Output all the data exactly.

* _Stored data_:
==============================
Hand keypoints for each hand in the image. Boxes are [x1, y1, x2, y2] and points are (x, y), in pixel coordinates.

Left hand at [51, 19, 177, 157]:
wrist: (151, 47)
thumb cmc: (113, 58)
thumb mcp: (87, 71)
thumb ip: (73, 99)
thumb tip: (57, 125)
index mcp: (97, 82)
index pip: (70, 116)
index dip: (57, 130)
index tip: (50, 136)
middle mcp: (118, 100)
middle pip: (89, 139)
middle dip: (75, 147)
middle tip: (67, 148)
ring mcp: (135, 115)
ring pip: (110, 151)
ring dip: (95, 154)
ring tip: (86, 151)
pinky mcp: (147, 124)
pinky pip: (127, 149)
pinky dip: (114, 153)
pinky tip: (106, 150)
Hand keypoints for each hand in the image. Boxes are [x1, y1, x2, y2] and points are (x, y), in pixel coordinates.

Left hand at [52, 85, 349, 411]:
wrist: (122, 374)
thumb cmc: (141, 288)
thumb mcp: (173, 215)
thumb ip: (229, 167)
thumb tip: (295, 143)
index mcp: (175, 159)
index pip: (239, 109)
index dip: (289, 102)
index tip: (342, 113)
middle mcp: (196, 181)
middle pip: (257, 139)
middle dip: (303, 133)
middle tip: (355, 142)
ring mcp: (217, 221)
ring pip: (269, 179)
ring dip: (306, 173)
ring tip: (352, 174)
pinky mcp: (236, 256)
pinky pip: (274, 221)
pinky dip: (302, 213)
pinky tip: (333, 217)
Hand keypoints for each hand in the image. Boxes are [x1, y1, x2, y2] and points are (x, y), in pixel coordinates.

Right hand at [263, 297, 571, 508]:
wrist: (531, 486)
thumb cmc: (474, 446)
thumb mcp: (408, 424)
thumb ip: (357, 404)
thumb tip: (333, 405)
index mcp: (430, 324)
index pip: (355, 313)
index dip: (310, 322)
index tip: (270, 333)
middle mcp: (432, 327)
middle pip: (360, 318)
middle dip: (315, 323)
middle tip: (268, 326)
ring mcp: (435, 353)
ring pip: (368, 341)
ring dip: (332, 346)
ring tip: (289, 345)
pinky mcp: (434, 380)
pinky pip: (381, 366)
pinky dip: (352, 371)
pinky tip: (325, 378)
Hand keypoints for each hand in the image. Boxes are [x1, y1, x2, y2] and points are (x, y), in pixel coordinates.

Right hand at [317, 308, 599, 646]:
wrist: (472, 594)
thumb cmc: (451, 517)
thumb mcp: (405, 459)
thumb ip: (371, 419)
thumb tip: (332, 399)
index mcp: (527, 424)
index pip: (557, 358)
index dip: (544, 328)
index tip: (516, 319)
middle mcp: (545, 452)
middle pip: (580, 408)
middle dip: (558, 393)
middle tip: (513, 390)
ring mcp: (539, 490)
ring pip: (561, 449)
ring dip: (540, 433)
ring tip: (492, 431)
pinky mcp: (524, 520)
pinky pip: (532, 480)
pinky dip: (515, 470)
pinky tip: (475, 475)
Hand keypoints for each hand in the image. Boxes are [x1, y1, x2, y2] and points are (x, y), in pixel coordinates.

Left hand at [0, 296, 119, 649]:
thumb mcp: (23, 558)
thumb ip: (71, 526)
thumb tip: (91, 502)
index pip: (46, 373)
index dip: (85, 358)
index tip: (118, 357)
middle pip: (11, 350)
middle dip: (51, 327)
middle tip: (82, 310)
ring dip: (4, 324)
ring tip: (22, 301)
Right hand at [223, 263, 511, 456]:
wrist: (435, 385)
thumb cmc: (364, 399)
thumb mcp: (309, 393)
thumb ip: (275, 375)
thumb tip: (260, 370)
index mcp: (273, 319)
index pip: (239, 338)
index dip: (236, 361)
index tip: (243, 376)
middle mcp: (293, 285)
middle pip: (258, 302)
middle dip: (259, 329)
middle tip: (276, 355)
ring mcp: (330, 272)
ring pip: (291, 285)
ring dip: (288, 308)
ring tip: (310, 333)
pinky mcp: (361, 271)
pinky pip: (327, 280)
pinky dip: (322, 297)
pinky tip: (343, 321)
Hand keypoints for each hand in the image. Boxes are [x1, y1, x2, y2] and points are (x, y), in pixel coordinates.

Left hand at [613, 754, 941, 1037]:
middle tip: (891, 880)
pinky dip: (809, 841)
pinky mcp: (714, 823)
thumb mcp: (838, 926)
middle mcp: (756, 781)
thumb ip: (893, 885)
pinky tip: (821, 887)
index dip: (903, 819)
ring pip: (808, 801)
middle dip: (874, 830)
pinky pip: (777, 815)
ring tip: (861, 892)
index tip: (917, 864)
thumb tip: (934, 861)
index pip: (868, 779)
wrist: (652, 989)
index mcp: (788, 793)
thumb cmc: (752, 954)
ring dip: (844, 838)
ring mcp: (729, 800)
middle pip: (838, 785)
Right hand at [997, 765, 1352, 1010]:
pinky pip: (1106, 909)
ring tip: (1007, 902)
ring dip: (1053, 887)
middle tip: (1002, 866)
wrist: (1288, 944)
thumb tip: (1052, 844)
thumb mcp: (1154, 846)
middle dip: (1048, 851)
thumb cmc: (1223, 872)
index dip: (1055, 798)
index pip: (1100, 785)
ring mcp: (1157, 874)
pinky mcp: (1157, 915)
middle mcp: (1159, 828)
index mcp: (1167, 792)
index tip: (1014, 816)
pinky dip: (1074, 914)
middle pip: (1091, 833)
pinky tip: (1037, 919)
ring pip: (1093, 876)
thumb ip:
==============================
* _Solution for this task_:
Hand keypoints for each hand in the image. Boxes are [x1, y1, x2, y2] and points are (x, y), in pixel coordinates.

Left hand at [51, 19, 177, 157]:
wrist: (151, 47)
thumb cmc: (113, 58)
thumb mcp: (87, 71)
thumb ip: (73, 99)
thumb tip: (57, 125)
index mcp: (97, 82)
index pip: (70, 116)
index dip: (57, 130)
index tip: (50, 136)
middle mcp: (118, 100)
middle pip: (89, 139)
middle dip: (75, 147)
middle tip: (67, 148)
ring mcp: (135, 115)
ring pip: (110, 151)
ring dip: (95, 154)
ring tip: (86, 151)
pinky mcp: (147, 124)
pinky pip: (127, 149)
pinky dip: (114, 153)
pinky tip: (106, 150)
Hand keypoints for each hand in the image. Boxes are [x1, y1, x2, y2] and points are (x, y), in pixel coordinates.

Left hand at [52, 85, 349, 411]:
wrist: (122, 374)
thumb cmc: (141, 288)
thumb mcp: (173, 215)
thumb ip: (229, 167)
thumb tip: (295, 143)
index mcp: (175, 159)
index pip: (239, 109)
index dip: (289, 102)
index tip: (342, 113)
middle mcp: (196, 181)
middle pip: (257, 139)
middle dip: (303, 133)
middle tip: (355, 142)
ring mcp: (217, 221)
ring pip: (269, 179)
ring dip: (306, 173)
ring tip: (352, 174)
pinky mcp: (236, 256)
pinky pip: (274, 221)
pinky dip: (302, 213)
pinky tip: (333, 217)
Hand keypoints for each hand in the image. Boxes are [x1, y1, x2, y2] and points are (x, y), in pixel coordinates.

Right hand at [263, 297, 571, 508]:
wrist: (531, 486)
thumb cmc: (474, 446)
thumb mcp: (408, 424)
thumb ip: (357, 404)
thumb tip: (333, 405)
index mcp: (430, 324)
index pip: (355, 313)
index dip: (310, 322)
index tip: (270, 333)
middle mcp: (432, 327)
middle pip: (360, 318)
middle dip: (315, 323)
middle tip: (268, 326)
ring mcp: (435, 353)
ring pip: (368, 341)
ring dip: (332, 346)
ring tip: (289, 345)
pinky mcp: (434, 380)
pinky pip: (381, 366)
pinky dip: (352, 371)
pinky tip: (325, 378)
Hand keypoints for each hand in the image. Boxes are [x1, y1, x2, y2] and points are (x, y), in pixel coordinates.

Right hand at [317, 308, 599, 646]:
wrist: (472, 594)
thumb cmc: (451, 517)
thumb mcp: (405, 459)
thumb ip: (371, 419)
thumb tip: (332, 399)
index mcp: (527, 424)
index pip: (557, 358)
index dip: (544, 328)
index tip: (516, 319)
middle mcp: (545, 452)
middle pip: (580, 408)
middle dip: (558, 393)
middle tip: (513, 390)
ring mcp: (539, 490)
ring pip: (561, 449)
ring dip: (540, 433)
ring tip: (492, 431)
pinky mcp: (524, 520)
pinky pip: (532, 480)
pinky dip: (515, 470)
pinky tip: (475, 475)
Hand keypoints for each hand in the image. Boxes are [x1, y1, x2, y2] and points are (x, y), in pixel coordinates.

Left hand at [0, 296, 119, 649]:
thumb mcp: (23, 558)
thumb ip: (71, 526)
thumb tip: (91, 502)
index pip: (46, 373)
index dip: (85, 358)
index tip: (118, 357)
middle pip: (11, 350)
middle dip: (51, 327)
middle tip: (82, 310)
ring dip: (4, 324)
ring tip: (22, 301)
Right hand at [223, 263, 511, 456]:
wrist: (435, 385)
thumb cmc: (364, 399)
thumb mcp: (309, 393)
thumb ip: (275, 375)
thumb tip: (260, 370)
index mcp: (273, 319)
index pip: (239, 338)
index dip: (236, 361)
index tip: (243, 376)
middle mcp: (293, 285)
middle pip: (258, 302)
middle dip: (259, 329)
middle tip: (276, 355)
ring mcp: (330, 272)
ring pip: (291, 285)
ring dip: (288, 308)
ring tip: (310, 333)
pinky mcp: (361, 271)
pinky pip: (327, 280)
pinky dip: (322, 297)
pinky tip: (343, 321)
Hand keypoints for each hand in the image. Boxes are [x1, y1, x2, y2] and points are (x, y), in pixel coordinates.

Left hand at [613, 754, 941, 1037]:
middle tip: (891, 880)
pinky dip: (809, 841)
pinky mcp: (714, 823)
thumb mcp: (838, 926)
middle mcp: (756, 781)
thumb ip: (893, 885)
pinky tip: (821, 887)
index dip: (903, 819)
ring pip: (808, 801)
middle dip: (874, 830)
pinky pip: (777, 815)
ring tip: (861, 892)
index tip: (917, 864)
thumb tip: (934, 861)
index pip: (868, 779)
wrist: (652, 989)
index mcp: (788, 793)
thumb cmc: (752, 954)
ring dip: (844, 838)
ring mcp: (729, 800)
middle pip: (838, 785)
Right hand at [997, 765, 1352, 1010]:
pinky pip: (1106, 909)
ring tip: (1007, 902)
ring dip: (1053, 887)
middle tip: (1002, 866)
wrist: (1288, 944)
thumb tip: (1052, 844)
thumb mcp: (1154, 846)
middle dip: (1048, 851)
thumb cmc: (1223, 872)
index dip: (1055, 798)
index pip: (1100, 785)
ring mcp: (1157, 874)
pinky mcp: (1157, 915)
middle mcp: (1159, 828)
index mcp: (1167, 792)
index tip: (1014, 816)
pinky dip: (1074, 914)
middle pip: (1091, 833)
pinky tip: (1037, 919)
ring pip: (1093, 876)
thumb ip:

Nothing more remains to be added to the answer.